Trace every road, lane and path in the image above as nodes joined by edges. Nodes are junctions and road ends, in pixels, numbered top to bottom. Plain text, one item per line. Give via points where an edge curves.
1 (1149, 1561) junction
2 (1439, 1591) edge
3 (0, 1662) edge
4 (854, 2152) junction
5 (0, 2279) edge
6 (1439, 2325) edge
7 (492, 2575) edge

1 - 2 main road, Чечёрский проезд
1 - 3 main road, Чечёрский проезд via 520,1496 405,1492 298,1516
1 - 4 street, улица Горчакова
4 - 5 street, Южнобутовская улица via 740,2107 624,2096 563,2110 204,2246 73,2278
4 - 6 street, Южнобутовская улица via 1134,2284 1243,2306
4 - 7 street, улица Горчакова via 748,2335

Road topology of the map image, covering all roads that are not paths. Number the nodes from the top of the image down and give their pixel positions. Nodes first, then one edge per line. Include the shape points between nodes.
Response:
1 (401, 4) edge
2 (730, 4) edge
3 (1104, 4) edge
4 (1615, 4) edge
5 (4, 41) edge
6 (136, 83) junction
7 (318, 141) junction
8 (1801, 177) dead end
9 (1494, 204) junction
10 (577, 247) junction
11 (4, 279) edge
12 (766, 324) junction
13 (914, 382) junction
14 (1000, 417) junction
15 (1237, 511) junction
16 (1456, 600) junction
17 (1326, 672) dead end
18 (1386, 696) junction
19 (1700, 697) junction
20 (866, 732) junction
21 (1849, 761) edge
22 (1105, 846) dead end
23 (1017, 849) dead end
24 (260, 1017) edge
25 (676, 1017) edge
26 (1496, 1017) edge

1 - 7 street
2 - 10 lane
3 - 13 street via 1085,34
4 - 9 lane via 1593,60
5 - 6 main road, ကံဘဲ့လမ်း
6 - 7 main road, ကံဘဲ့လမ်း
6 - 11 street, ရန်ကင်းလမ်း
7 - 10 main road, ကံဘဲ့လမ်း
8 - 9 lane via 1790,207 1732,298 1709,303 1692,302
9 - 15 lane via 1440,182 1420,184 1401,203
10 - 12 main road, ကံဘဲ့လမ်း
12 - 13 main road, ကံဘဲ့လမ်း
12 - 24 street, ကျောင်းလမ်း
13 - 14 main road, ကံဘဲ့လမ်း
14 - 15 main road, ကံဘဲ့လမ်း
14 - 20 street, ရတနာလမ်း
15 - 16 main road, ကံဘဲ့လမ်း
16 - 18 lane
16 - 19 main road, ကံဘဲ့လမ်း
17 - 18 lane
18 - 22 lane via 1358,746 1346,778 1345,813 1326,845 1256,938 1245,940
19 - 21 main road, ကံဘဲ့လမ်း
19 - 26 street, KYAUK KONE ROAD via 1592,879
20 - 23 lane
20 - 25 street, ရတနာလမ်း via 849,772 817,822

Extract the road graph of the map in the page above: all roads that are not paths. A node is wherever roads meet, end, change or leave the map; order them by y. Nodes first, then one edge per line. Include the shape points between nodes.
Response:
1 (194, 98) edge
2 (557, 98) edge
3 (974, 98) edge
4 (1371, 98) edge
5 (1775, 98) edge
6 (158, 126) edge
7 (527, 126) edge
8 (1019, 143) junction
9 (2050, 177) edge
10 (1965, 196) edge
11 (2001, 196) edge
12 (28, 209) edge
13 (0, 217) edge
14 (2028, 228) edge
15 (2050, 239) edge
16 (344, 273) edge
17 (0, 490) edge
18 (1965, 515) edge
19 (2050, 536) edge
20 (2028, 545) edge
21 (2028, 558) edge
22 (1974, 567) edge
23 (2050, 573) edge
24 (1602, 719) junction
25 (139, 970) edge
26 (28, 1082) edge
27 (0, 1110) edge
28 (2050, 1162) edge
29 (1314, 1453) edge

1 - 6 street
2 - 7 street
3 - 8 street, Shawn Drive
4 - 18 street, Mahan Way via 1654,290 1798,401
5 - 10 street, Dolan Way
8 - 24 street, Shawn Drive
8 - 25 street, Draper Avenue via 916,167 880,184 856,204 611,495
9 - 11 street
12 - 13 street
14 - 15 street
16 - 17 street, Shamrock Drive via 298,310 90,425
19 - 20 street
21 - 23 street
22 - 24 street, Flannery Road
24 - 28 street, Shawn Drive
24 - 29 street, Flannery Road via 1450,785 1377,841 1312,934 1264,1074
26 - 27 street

#####

YOUR ASSIGNMENT ▸ From the listing above, return every line that contains the word "paths".

TASK RESULT ▸
Road topology of the map image, covering all roads that are not paths. Number the nodes from the top of the image down and give their pixel positions. Nodes first, then one edge per line. Include the shape points between nodes.
Extract the road graph of the map in the page above: all roads that are not paths. A node is wherever roads meet, end, change or leave the map; order them by y. Nodes first, then one edge per line. Include the shape points between nodes.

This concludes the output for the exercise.